24/05/2007 - par Philippe Gavi,

Change de métier, mon vieux. Parce que si tu ne passes pas ça, tu n'es pas un jour- naliste », réagit un grand du reportage. C'est ce qu'ont cru les journalistes du JDD lorsqu'ils ils ont eu l'info : Cécilia Sarkozy n'avait pas voté au second tour. Le patron de la rédaction, Jacques Espérandieu, n'a pas tout faux quand il argue qu'il a sucré l'écho parce que le vote d'une personne relève de la « sphère privée ». L'explication du comportement « erratique » de Mme Sarkozy relève forcément du personnel. Sauf qu'il s'agit de la future première dame de France. La société des journalistes du JDD, choquée par une présumée intervention d'Arnaud Lagardère, « ami-frère de Nicolas », a dénoncé une ingérence qui « nuit gravement à l'indépendance et à la crédibilité de notre journal, comme de ses journalistes ».

Jusqu'où accepter l'ingérence du propriétaire dans les affaires rédactionnelles ? Ce problème se pose dans un contexte aggravé de concentration des médias et de collusion des pouvoirs économiques et politiques. Certes, exiger l'indépendance totale de la rédaction vis-à-vis du propriétaire, un « tais-toi et paye », est irréaliste. En revanche, le propriétaire idéal ne devrait avoir d'autres raisons d'intervenir que le succès du journal et sa qualité. Deuxième butoir : les limites à ne pas franchir sans sombrer dans l'obscénité, le viol de la vie privée. L'exercice est difficile quand les frontières entre vie personnelle et publique sont ténues, brouillées. Juger de ce qui est ou non publiable est affaire de sensibilité. [...]

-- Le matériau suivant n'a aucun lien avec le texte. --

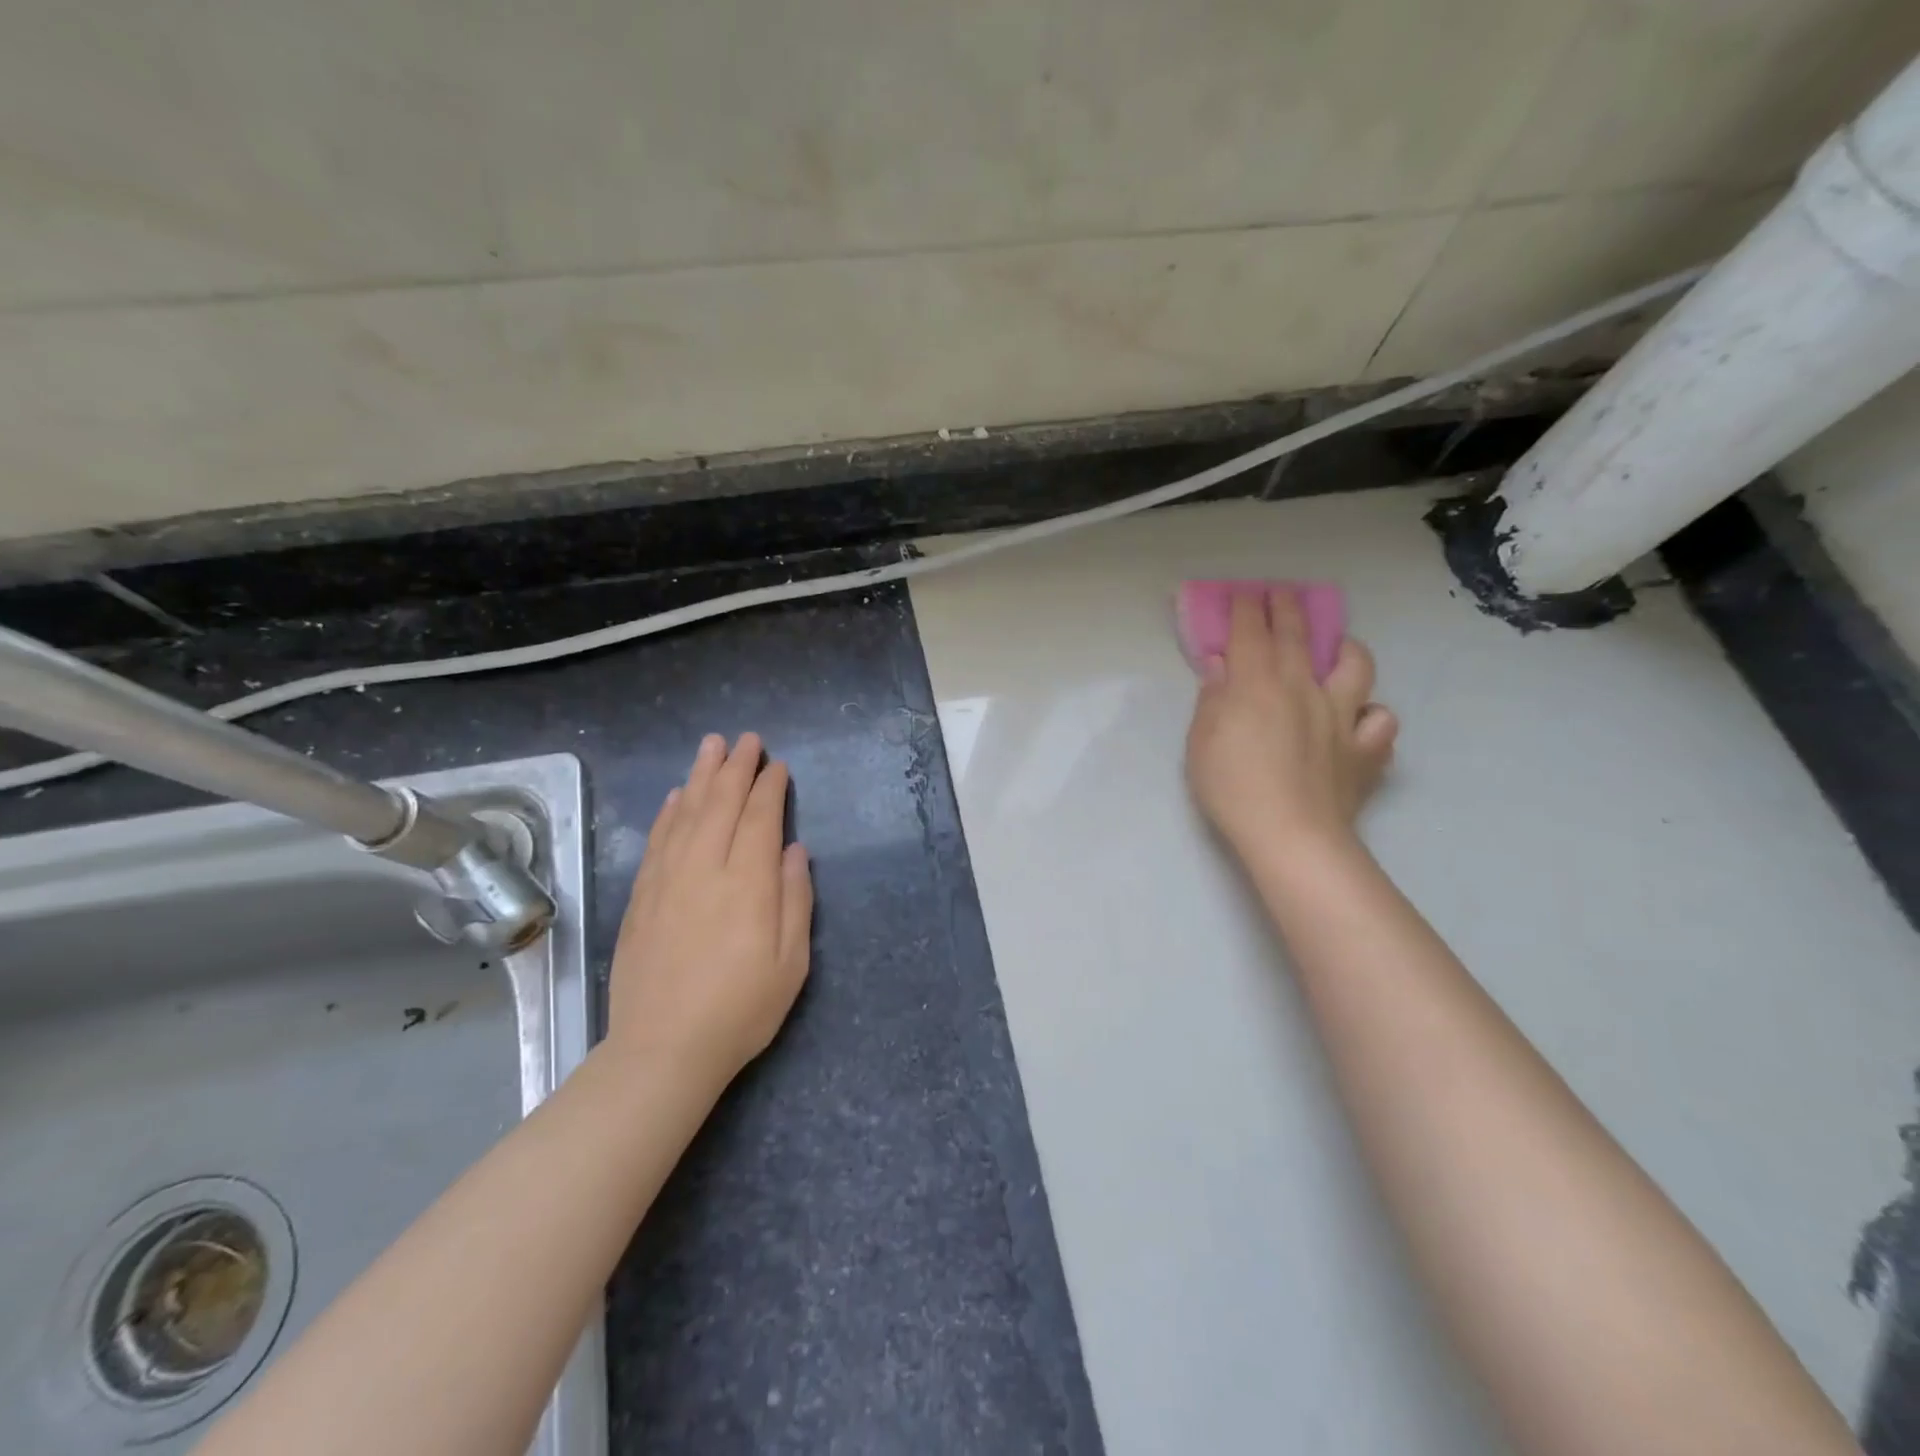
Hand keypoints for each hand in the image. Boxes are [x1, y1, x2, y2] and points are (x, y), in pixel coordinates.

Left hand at [606, 733, 813, 1085]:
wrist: (664, 1050)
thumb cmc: (741, 1009)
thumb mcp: (791, 963)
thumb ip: (796, 900)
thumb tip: (795, 850)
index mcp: (749, 884)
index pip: (760, 819)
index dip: (770, 788)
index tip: (778, 766)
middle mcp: (706, 870)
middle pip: (721, 805)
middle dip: (737, 768)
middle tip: (747, 740)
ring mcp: (668, 881)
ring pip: (687, 814)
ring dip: (701, 776)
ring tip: (711, 746)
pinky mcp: (642, 897)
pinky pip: (658, 840)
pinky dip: (669, 811)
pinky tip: (677, 795)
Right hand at [1185, 590, 1397, 862]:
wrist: (1291, 835)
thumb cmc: (1232, 788)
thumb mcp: (1201, 742)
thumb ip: (1212, 699)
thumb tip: (1220, 665)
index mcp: (1257, 684)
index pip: (1251, 631)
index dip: (1245, 608)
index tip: (1241, 594)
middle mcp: (1303, 688)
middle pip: (1297, 635)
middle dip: (1286, 608)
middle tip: (1281, 593)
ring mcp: (1342, 715)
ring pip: (1356, 666)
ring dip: (1346, 648)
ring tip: (1338, 649)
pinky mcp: (1366, 748)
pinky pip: (1380, 719)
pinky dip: (1371, 714)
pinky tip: (1359, 721)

Un double piège se referme sur les journalistes. D'une part, la presse en France étant un secteur économiquement faible, donc dépendant, les rédactions sont dans un rapport de force défavorable avec leur propriétaire. D'autre part, en dénonçant les pressions occultes, les journalistes concourent à décrédibiliser les médias et leur métier. Et les incursions dans la vie des puissants, si justifiées soient-elles, ne font qu'accentuer un rejet des « fouille-merde ». Comble de perversité, les censeurs légitiment leur ingérence en puisant dans le référent déontologique du métier, sans avoir toujours tort. Pourtant, le journalisme ne mérite pas tant d'opprobre. Parlons-en.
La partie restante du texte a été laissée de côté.